Quedamos, pues, que si la «primera actriz» es elegante y gallarda, la
«segunda» deberá serle inferior, aunque no con exceso, ya que lo más
seguro es que el corazón veleidoso del protagonista vacile entre ambas,
y necesario será justificar estos momentos de indecisión sentimental.
Por razones análogas, el segundo galán deberá aproximarse bastante, en
cualidades físicas y morales al primero; y el «barba» guardará cierta
armonía--aire familiar ó de parentesco--con la «característica», y las
otras figuras secundarias ó de relleno irán escalonándose de mayor á
menor, pero sin brusquedades y suavemente, de modo que el conjunto no
ofrezca suturas lamentables ni altibajos violentos.
Finalmente, en la nómina ó coste de una compañía, influye mucho, amén de
que la contrata sea ó no para Madrid como antes dije, el que los
artistas vayan solos ó sean matrimonio, hermanos, etc. Actores
acostumbrados á cobrar, por ejemplo, treinta pesetas diarias, y cuyas
esposas disfrutan habitualmente de un sueldo igual, por el lógico deseo
de no separarse de ellas, se avendrían á contratarse por un haber muy
inferior. Detalles son estos de gran importancia, y que un empresario ó
representante de teatros no debe echar en olvido.
Además de este prudente equilibrio y semejanza de unos artistas con
relación á otros, el director de la compañía necesita tener muy bien
determinada la clase de literatura que sus comediantes han de cultivar,
de tal suerte, que las comedias encajen en la arquitectura ó complexión
material y moral de sus intérpretes y parezcan como confeccionadas á su
gusto y medida; pues actores conocemos que no saben moverse dentro de
los moldes pulidos y ricos en policromias interiores de la comedia
moderna, y que en los dramas románticos y violentos, por el contrario,
saben llegar á las notas más agudas de la emoción; y otros, en cambio,
fríos, correctísimos, incapaces de un verdadero gesto trágico.
Terminados todos estos perfiles, acoplados y unidos todos estos cabos
sueltos, el empresario puede poner manos activas á su obra, en la
seguridad de que su labor no será baldía. Los que creen á los actores
gente díscola, interesada y de manejo difícil, se equivocan. El rasgo
característico del comediante es la vanidad: este sentimiento constituye
su acicate mejor, y en ocasiones, su mejor rendaje.

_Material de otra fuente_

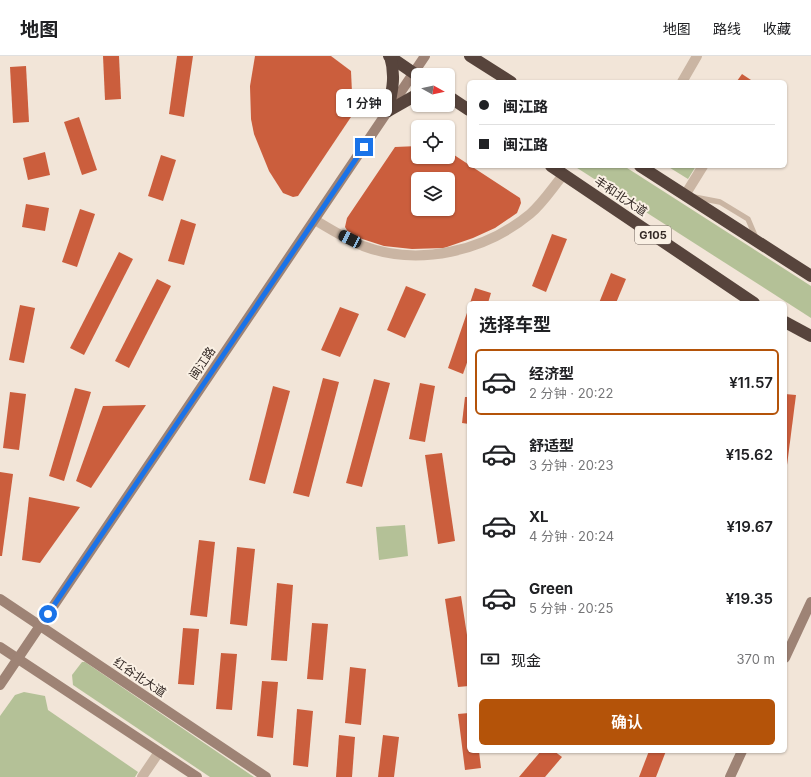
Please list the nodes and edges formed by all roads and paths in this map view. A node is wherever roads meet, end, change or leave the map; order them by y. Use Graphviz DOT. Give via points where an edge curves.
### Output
graph roads {
  1 [pos="389,56"];
  2 [pos="425,56"];
  3 [pos="471,56"];
  4 [pos="697,56"];
  5 [pos="419,68"];
  6 [pos="411,71"];
  7 [pos="508,80"];
  8 [pos="685,80"];
  9 [pos="411,81"];
  10 [pos="411,98"];
  11 [pos="455,101"];
  12 [pos="467,109"];
  13 [pos="388,111"];
  14 [pos="554,168"];
  15 [pos="643,168"];
  16 [pos="702,168"];
  17 [pos="564,174"];
  18 [pos="685,195"];
  19 [pos="315,220"];
  20 [pos="811,276"];
  21 [pos="751,301"];
  22 [pos="787,323"];
  23 [pos="811,336"];
  24 [pos="0,599"];
  25 [pos="811,602"];
  26 [pos="40,626"];
  27 [pos="0,647"];
  28 [pos="787,654"];
  29 [pos="18,659"];
  30 [pos="0,686"];
  31 [pos="159,752"];
  32 [pos="741,753"];
  33 [pos="142,777"];
  34 [pos="197,777"];
  35 [pos="266,777"];
  36 [pos="730,777"];
  1 -- 6 [label="highway"];
  1 -- 13 [label="highway" via="394,78"];
  2 -- 5 [label="street, 闽江路"];
  3 -- 7 [label="highway"];
  4 -- 8 [label="street"];
  9 -- 13 [label="street, 闽江路"];
  10 -- 13 [label="highway"];
  11 -- 12 [label="highway"];
  13 -- 19 [label="street, 闽江路"];
  14 -- 17 [label="highway, 丰和北大道 / G105"];
  15 -- 18 [label="highway"];
  16 -- 18 [label="street"];
  17 -- 19 [label="street" via="531,212 510,228 486,242 461,250 405,255 384,252 363,246"];
  17 -- 21 [label="highway, 丰和北大道 / G105"];
  18 -- 20 [label="highway"];
  19 -- 26 [label="street, 闽江路"];
  22 -- 23 [label="highway"];
  24 -- 26 [label="street, 红谷北大道"];
  25 -- 28 [label="street"];
  26 -- 29 [label="street, 闽江路"];
  26 -- 35 [label="street, 红谷北大道"];
  27 -- 29 [label="street"];
  29 -- 30 [label="street, 闽江路"];
  29 -- 31 [label="street"];
  31 -- 33 [label="street"];
  31 -- 34 [label="street"];
  32 -- 36 [label="street"];
}
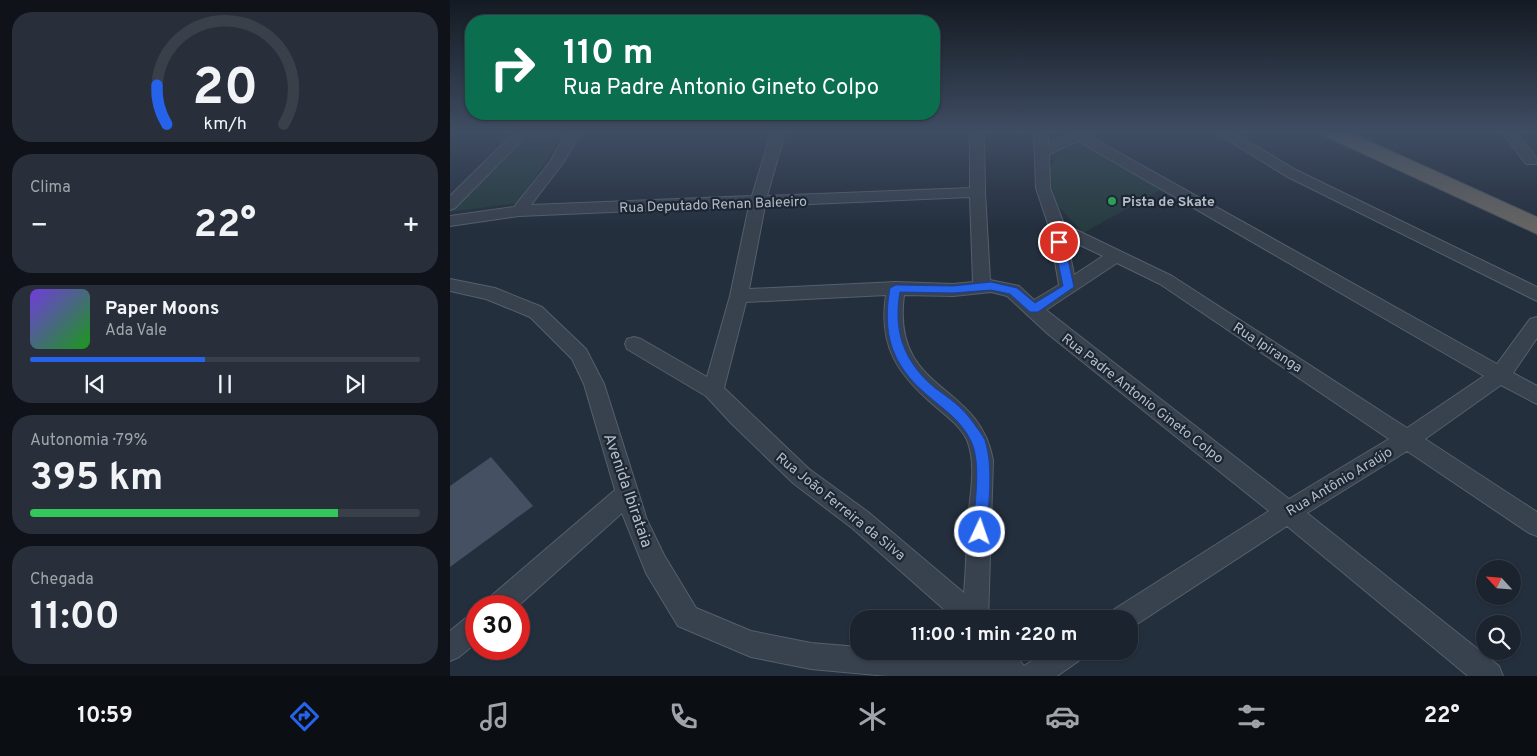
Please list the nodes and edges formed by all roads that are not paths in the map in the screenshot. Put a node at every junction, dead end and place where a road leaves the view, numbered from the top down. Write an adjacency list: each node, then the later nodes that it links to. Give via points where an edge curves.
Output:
1 (490, 165): 11 (street)
2 (555, 165): 12 (street)
3 (769, 165): 10 (street)
4 (977, 165): 9 (street)
5 (1042, 165): 15 (street, via 1043,188)
6 (1133, 165): 26 (street)
7 (1277, 165): 21 (street)
8 (1403, 165): 14 (highway)
9 (977, 192): 10 (street, Rua Deputado Renan Baleeiro); 18 (street)
10 (758, 202): 12 (street, Rua Deputado Renan Baleeiro); 22 (street)
11 (450, 205)
12 (519, 211): 13 (street, Rua Deputado Renan Baleeiro)
13 (450, 221)
14 (1537, 226)
15 (1056, 228): 16 (street, Rua Ipiranga); 19 (street)
16 (1118, 255): 19 (street); 29 (street, Rua Ipiranga, via 1166,280)
17 (450, 285): 30 (street, Avenida Ibirataia, via 489,293 536,312 579,354 594,384)
18 (982, 287): 20 (street, Rua Padre Antonio Gineto Colpo, via 953,290); 23 (street, Rua Padre Antonio Gineto Colpo, via 1007,289)
19 (1068, 287): 23 (street)
20 (896, 288): 22 (street, Rua Padre Antonio Gineto Colpo); 35 (street, via 892,307 900,357 929,389 960,414 978,441 983,470)
21 (1537, 294)
22 (739, 296): 27 (street)
23 (1034, 309): 31 (street, Rua Padre Antonio Gineto Colpo, via 1055,329)
24 (1537, 324): 26 (street, Rua Antônio Araújo)
25 (634, 344): 27 (street, Rua João Ferreira da Silva)
26 (1500, 375): 28 (street); 29 (street, Rua Antônio Araújo)
27 (714, 390): 34 (street, Rua João Ferreira da Silva, via 738,418 800,476 860,520)
28 (1537, 396)
29 (1408, 438): 31 (street, Rua Antônio Araújo); 32 (street, Rua Ipiranga)
30 (628, 493): 33 (street); 40 (street, Avenida Ibirataia, via 654,564 687,617 751,644 811,656)
31 (1288, 512): 36 (street, Rua Antônio Araújo); 41 (street, Rua Padre Antonio Gineto Colpo)
32 (1537, 525)
33 (512, 595)
34 (965, 610)
35 (975, 610)
36 (1136, 610)
37 (465, 635): 38 (street)
38 (450, 648)
39 (1042, 660): 40 (street)
40 (1013, 669)
41 (1489, 676)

Así, quien sepa
sujetarles por esta su gran debilidad, podrá gobernarles á su capricho y
sin esfuerzo.


LOS BAÚLES MAGOS

En París, como en Madrid, al llegar este mes, los teatros sufren esa
crisis económica que nuestros comediantes llaman «la cuesta de Enero»,
pues siempre las festividades pascuales trajeron consigo gastos
imprudentes que desequilibraron el «haber» de las familias; con la
diferencia que allí dicho malestar es menos intenso, por lo mismo que la
población flotante es muy considerable y se renueva mucho.

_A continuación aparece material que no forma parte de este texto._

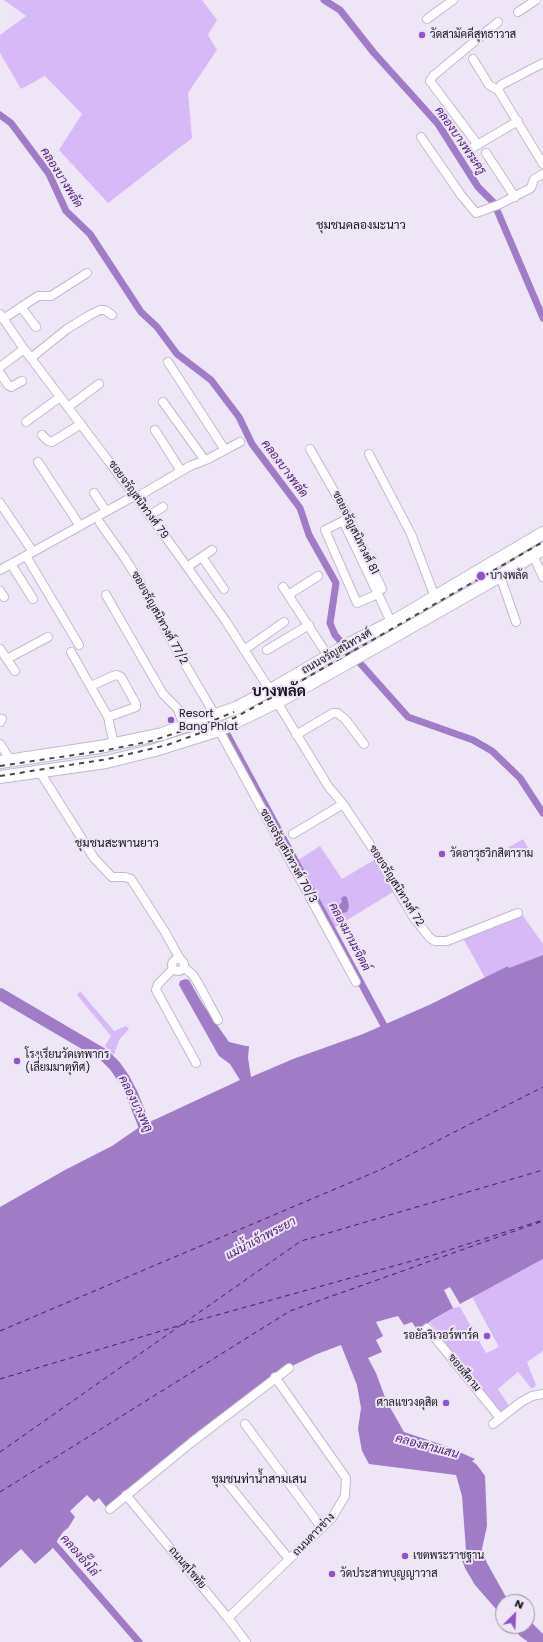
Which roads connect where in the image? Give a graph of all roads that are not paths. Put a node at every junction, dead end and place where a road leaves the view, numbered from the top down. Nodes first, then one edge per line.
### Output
1 (453, 0) edge
2 (536, 0) edge
3 (518, 12) dead end
4 (427, 19) dead end
5 (498, 22) dead end
6 (473, 59) dead end
7 (543, 63) edge
8 (498, 90) junction
9 (518, 121) junction
10 (421, 137) dead end
11 (486, 152) dead end
12 (543, 164) edge
13 (543, 174) edge
14 (515, 197) junction
15 (87, 273) dead end
16 (21, 307) junction
17 (112, 315) dead end
18 (2, 317) edge
19 (36, 327) dead end
20 (24, 349) junction
21 (31, 358) junction
22 (168, 362) dead end
23 (0, 367) edge
24 (0, 373) edge
25 (22, 381) dead end
26 (99, 384) dead end
27 (60, 397) junction
28 (163, 402) dead end
29 (68, 407) junction
30 (26, 422) dead end
31 (81, 424) junction
32 (155, 430) dead end
33 (42, 435) dead end
34 (240, 442) dead end
35 (310, 449) dead end
36 (225, 450) junction
37 (369, 454) dead end
38 (202, 460) junction
39 (38, 462) dead end
40 (182, 471) junction
41 (94, 493) dead end
42 (136, 496) junction
43 (0, 503) edge
44 (163, 507) dead end
45 (106, 511) junction
46 (150, 515) junction
47 (100, 523) dead end
48 (80, 526) junction
49 (543, 533) edge
50 (212, 550) dead end
51 (538, 552) edge
52 (29, 554) junction
53 (202, 557) junction
54 (11, 564) junction
55 (187, 567) junction
56 (1, 569) edge
57 (318, 576) dead end
58 (500, 576) junction
59 (543, 577) edge
60 (457, 585) junction
61 (283, 587) dead end
62 (224, 589) dead end
63 (378, 594) junction
64 (106, 595) dead end
65 (288, 596) junction
66 (435, 597) junction
67 (464, 597) junction
68 (33, 599) dead end
69 (394, 621) junction
70 (284, 622) dead end
71 (516, 622) dead end
72 (309, 625) junction
73 (48, 637) dead end
74 (79, 645) dead end
75 (0, 648) edge
76 (244, 650) junction
77 (267, 650) dead end
78 (71, 652) dead end
79 (333, 653) junction
80 (7, 659) junction
81 (15, 671) dead end
82 (91, 686) junction
83 (270, 690) junction
84 (278, 701) junction
85 (215, 716) junction
86 (108, 717) junction
87 (184, 727) junction
88 (219, 730) junction
89 (298, 734) junction
90 (0, 744) edge
91 (364, 744) dead end
92 (114, 745) junction
93 (6, 762) edge
94 (40, 772) junction
95 (0, 777) edge
96 (344, 804) junction
97 (293, 834) dead end
98 (518, 913) dead end
99 (180, 959) junction
100 (184, 967) junction
101 (173, 969) junction
102 (356, 982) dead end
103 (218, 1020) dead end
104 (196, 1063) dead end
105 (427, 1328) dead end
106 (289, 1368) dead end
107 (276, 1377) junction
108 (543, 1394) edge
109 (500, 1418) junction
110 (245, 1424) dead end
111 (493, 1424) dead end
112 (225, 1480) dead end
113 (126, 1495) junction
114 (110, 1508) dead end
115 (322, 1528) junction
116 (290, 1559) junction
117 (228, 1618) junction
118 (246, 1642) edge

1 - 4 street
2 - 3 street
5 - 9 street
6 - 8 street
7 - 8 street
8 - 9 street
9 - 12 street
10 - 14 street
11 - 14 street
13 - 14 street
15 - 16 street
16 - 18 street
16 - 19 street
17 - 21 street
18 - 20 street, ซอยจรัญสนิทวงศ์ 79
20 - 21 street, ซอยจรัญสนิทวงศ์ 79
20 - 23 street
21 - 27 street, ซอยจรัญสนิทวงศ์ 79
22 - 36 street
24 - 25 street
26 - 29 street
27 - 29 street, ซอยจรัญสนิทวงศ์ 79
27 - 30 street
28 - 38 street
29 - 31 street, ซอยจรัญสนิทวงศ์ 79
31 - 33 street
31 - 42 street, ซอยจรัญสนิทวงศ์ 79
32 - 40 street
34 - 36 street
35 - 69 street, ซอยจรัญสนิทวงศ์ 81
36 - 38 street
37 - 66 street
38 - 40 street
39 - 48 street
40 - 42 street
41 - 45 street
42 - 45 street
42 - 46 street, ซอยจรัญสนิทวงศ์ 79
43 - 52 street
44 - 46 street
45 - 48 street
46 - 55 street, ซอยจรัญสนิทวงศ์ 79
47 - 85 street, ซอยจรัญสนิทวงศ์ 77/2
48 - 52 street
49 - 60 main road, ถนนจรัญสนิทวงศ์
50 - 53 street
51 - 58 main road, ถนนจรัญสนิทวงศ์
51 - 59 street
52 - 54 street
52 - 74 street
53 - 55 street
53 - 62 street
54 - 56 street
54 - 68 street
55 - 76 street, ซอยจรัญสนิทวงศ์ 79
57 - 65 street
58 - 67 main road, ถนนจรัญสนิทวงศ์
58 - 71 street
60 - 66 main road, ถนนจรัญสนิทวงศ์
60 - 67 main road
61 - 65 street
63 - 63 street
63 - 69 street
64 - 87 street
65 - 72 street
66 - 69 main road, ถนนจรัญสนิทวงศ์
67 - 84 main road, ถนนจรัญสนิทวงศ์
69 - 79 main road, ถนนจรัญสนิทวงศ์
70 - 76 street
72 - 77 street
72 - 79 street
73 - 80 street
75 - 80 street
76 - 83 street, ซอยจรัญสนิทวงศ์ 79
78 - 82 street
79 - 83 main road, ถนนจรัญสนิทวงศ์
80 - 81 street
82 - 86 street
82 - 86 street
83 - 85 main road, ถนนจรัญสนิทวงศ์
84 - 88 main road, ถนนจรัญสนิทวงศ์
84 - 89 street, ซอยจรัญสนิทวงศ์ 72
85 - 87 main road, ถนนจรัญสนิทวงศ์
86 - 92 street
87 - 92 main road, ถนนจรัญสนิทวงศ์
88 - 94 main road, ถนนจรัญสนิทวงศ์
88 - 102 street, ซอยจรัญสนิทวงศ์ 70/3
89 - 91 street
89 - 96 street, ซอยจรัญสนิทวงศ์ 72
90 - 93 street
92 - 93 main road, ถนนจรัญสนิทวงศ์
94 - 95 main road, ถนนจรัญสนิทวงศ์
94 - 99 street
96 - 97 street
96 - 98 street, ซอยจรัญสนิทวงศ์ 72
99 - 100 street
99 - 101 street
100 - 101 street
100 - 103 street
101 - 104 street
105 - 109 street, ซอยสีคาม
106 - 107 street
107 - 113 street
107 - 115 street, ถนนดาวข่าง
108 - 109 street
109 - 111 street
110 - 115 street
112 - 116 street
113 - 114 street
113 - 117 street, ถนนสุโขทัย
115 - 116 street, ถนนดาวข่าง
116 - 117 street, ถนนดาวข่าง
117 - 118 street, ถนนสุโขทัย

Los contratos que actores y empresarios firmaron á fines del pasado
Septiembre, terminan ahora, con las primeras claridades del día que
desvanece en la imaginación infantil el encanto brujo de la Noche de
Reyes. Momentos son estos de grave inquietud y trasiego para los
servidores de la farándula: en las _terrases_ de los cafés cosmopolitas
del _Boulevard_, como en los aireados «mentideros» de la calle de
Sevilla, por la tarde, y de la Puerta del Sol, á última hora de la
noche, las buenas y las malas noticias revuelan como bandada de pájaros
sobre bancal de trigo, las discusiones de los descontentos arrecian, y
las ofertas de empresarios fantásticos llueven que es bendición para
desvanecerse horas después como por ensalmo diabólico. Hay que asegurar
el trabajo durante los meses que aún faltan hasta el 30 de Mayo, día que
señala, con la llegada del verano, la clausura de los principales
teatros cortesanos y la completa renovación de las compañías. Por ahora
sólo se trata de cambiar ligeramente el personal de cada coliseo, para
«refrescar» un poco el cartel y así atraer mejor la atención ingrata del
público. Los comediantes que se hallan á disgusto en Madrid, buscan en
provincias compromisos ventajosos; y otros, por el contrario, que
pasaron en ciudades de segundo y tercer orden la primera mitad del
invierno, regresan á la corte con propósitos de éxito y de lucro.
Este vaivén febricitante dura poco, que ni los empresarios pueden
descuidar sus negocios, ni los representantes diligentes desaprovechan
la ocasión de robustecer sus compañías con la adquisición de los buenos
artistas que hallan desocupados. Las «bajas» habidas en los teatros
provincianos, acuden á cubrirlas los comediantes residentes en Madrid y
viceversa; es un cambio rapidísimo de intereses, un flujo y reflujo
pintoresco y alegre, con alegría zumbadora de enjambre, que recorre toda
la nación de un extremo á otro.
Ya los mejores teatros quedaron tomados, ya las compañías principales
salieron... Y en los «mentideros» madrileños sólo quedan los malos
comediantes, los fracasados; ó los inadaptables, los ariscos, los
orgullosos, que no aceptaron las proposiciones que recibieron por
juzgarlas despreciables y hasta ofensivas á sus merecimientos.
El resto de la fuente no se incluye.